It took four years after President Obama signed the JOBS Act, but the U.S. Securities and Exchange Commission finally allows businesses to solicit people who are not considered wealthy to invest in new companies via online equity crowdfunding. Effective May 15, businesses can advertise investment opportunities to non-accredited investors via online portals.
How It Works
Individual investors must register on each portal and certify that they meet the requirements and understand the risks. They can browse the list of companies that are soliciting investors and read the business plan and financials. If they decide to invest, they can do so online. Those with an income of less than $100,000 per year are allowed to invest the greater of $2,000 or five percent of their income annually. Individuals with an income of more than $100,000 can invest up to 10 percent of income, with a maximum investment of $100,000. Investments can be spread over several companies.
Many of the portals also offer accredited investor opportunities on the same site. Non-accredited individuals who want to invest should therefore look for the letters “CF” (“Regulation Crowdfunding”) or “Title III” next to description and avoid “Reg A” and “Reg D” labels, which apply to accredited investors.
Crowdfunding portals must submit an application to the Securities and Exchange Commission and become a member of the Financial Industry Regulatory Authority. Thus far, the FINRA has approved 12 portals, but not all have starting taking investments. Portals that are accepting investments include the following.
Some portals require that an individual register either as an entrepreneur or an investor to see investment opportunities. Others allow for public browsing.
A few portals intend to target niche markets only. For instance, Indie Crowd Funder will be raising funds for the entertainment industry. Niche market, rewards-based crowdfunding platforms found it hard to compete with the larger sites such as Kickstarter and Indiegogo and eventually went away. That could happen in the equity crowdfunding arena as well.
Was It Worth the Wait?
With only a two-month track record, it’s hard to say whether the new CF rules are working. There are few companies using the rules right now. Wefunder estimates that since equity crowdfunding began two months ago, about 36 companies are trying to raise about $3 million via this alternative.
One impediment is that only $1 million can be raised in a year via non-accredited investors. So companies that need more are seeking funding from accredited investors via portals, a system that has been in place for several years. Also, administrative costs related to the raise can be high — up to 20 percent.
Some companies may be waiting to see if the CF model can be successful. Also nobody is advertising this option to the general public and the education process may take some time.
Companies, not the portals, decide how to structure their offerings. While some campaigns are not gaining much traction, companies on one portal, Wefunder, are having successful raises. The way they are succeeding is quite interesting and may turn out to be a model for other portals.
For example, consumer goods companies on Wefunder are running campaigns that mirror rewards-based crowdfunding. The campaigns include videos, updates, social media sharing, and rewards for investments. The minimum buy-in is quite low, usually $100.
A few companies raising funds on Wefunder are offering a SAFE (simple agreement for future equity) option, which gives the companies flexibility over when crowdfunding investors become shareholders or owners of record.
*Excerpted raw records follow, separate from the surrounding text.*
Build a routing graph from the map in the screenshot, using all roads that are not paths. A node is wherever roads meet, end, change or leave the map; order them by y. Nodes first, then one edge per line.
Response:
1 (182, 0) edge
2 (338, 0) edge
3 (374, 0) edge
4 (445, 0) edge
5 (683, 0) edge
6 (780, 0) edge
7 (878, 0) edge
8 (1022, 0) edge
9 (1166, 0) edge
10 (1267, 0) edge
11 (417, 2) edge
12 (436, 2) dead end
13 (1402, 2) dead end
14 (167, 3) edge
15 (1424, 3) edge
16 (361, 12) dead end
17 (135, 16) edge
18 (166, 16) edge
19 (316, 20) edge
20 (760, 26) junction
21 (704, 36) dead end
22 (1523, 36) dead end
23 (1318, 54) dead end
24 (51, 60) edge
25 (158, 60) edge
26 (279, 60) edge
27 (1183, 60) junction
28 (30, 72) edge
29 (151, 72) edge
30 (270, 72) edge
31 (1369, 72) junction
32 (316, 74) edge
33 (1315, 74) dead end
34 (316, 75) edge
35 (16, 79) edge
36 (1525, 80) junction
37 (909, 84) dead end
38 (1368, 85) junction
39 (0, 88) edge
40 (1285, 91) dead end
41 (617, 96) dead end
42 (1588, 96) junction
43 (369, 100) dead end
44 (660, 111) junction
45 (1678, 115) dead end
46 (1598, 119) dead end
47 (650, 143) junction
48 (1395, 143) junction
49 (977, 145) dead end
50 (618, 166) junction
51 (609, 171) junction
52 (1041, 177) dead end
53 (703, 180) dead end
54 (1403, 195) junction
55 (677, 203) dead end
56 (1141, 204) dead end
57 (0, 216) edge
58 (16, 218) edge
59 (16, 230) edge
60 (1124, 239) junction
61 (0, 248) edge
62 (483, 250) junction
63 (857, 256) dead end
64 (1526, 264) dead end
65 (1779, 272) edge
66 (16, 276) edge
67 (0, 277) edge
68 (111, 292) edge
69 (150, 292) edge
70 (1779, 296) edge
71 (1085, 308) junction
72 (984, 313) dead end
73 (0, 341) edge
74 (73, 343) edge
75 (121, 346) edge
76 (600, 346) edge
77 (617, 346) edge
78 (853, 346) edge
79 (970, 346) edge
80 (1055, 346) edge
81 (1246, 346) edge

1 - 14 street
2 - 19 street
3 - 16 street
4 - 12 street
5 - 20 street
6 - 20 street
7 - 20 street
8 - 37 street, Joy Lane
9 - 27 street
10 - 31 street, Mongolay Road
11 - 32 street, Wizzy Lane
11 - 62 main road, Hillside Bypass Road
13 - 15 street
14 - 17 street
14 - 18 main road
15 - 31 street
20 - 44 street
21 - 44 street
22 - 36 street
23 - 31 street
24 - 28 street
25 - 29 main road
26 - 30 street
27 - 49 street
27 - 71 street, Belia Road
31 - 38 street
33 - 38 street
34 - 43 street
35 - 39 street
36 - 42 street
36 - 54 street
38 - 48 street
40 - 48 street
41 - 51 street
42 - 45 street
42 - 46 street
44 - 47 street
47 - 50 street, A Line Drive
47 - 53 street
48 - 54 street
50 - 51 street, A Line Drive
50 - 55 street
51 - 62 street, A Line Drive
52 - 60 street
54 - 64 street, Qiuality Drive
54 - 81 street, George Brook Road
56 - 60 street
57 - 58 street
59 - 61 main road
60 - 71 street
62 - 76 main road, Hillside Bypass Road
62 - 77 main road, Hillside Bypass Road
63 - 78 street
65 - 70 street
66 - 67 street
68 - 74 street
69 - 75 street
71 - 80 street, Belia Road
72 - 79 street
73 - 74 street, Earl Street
This approach eliminates maturity dates and accrued interest associated with convertible notes but provides a fixed conversion price to investors. While the minimum investment is $100, those who invest a greater amount get more input into how the business is run.
One of the main problems with equity crowdfunding is the lack of liquidity of the investments because there is no reliable secondary market for selling shares, to cash-out of investments. Two companies raising funds on Wefunder are getting around this by providing a revenue sharing model. One of these companies, Hops and Grains. intends to pay investors 10 percent of gross revenues until 100 percent of the principal is returned, plus an additional 100 percent. The assets of the business secure the promissory note. This option, while costly to the company, is more appealing to potential investors
As with rewards-based crowdfunding, initial models for CF investments may not work out. But the portals will likely find an approach that works for both investors and businesses. Rewards-based crowdfunding giant Indiegogo has indicated its interest in entering the equity market by the end of this year and is exploring how it might do that. Indiegogo’s visibility will probably attract more entrepreneurs than new portals that don’t have an established reputation. CF equity raises will therefore not achieve real traction until 2017, likely.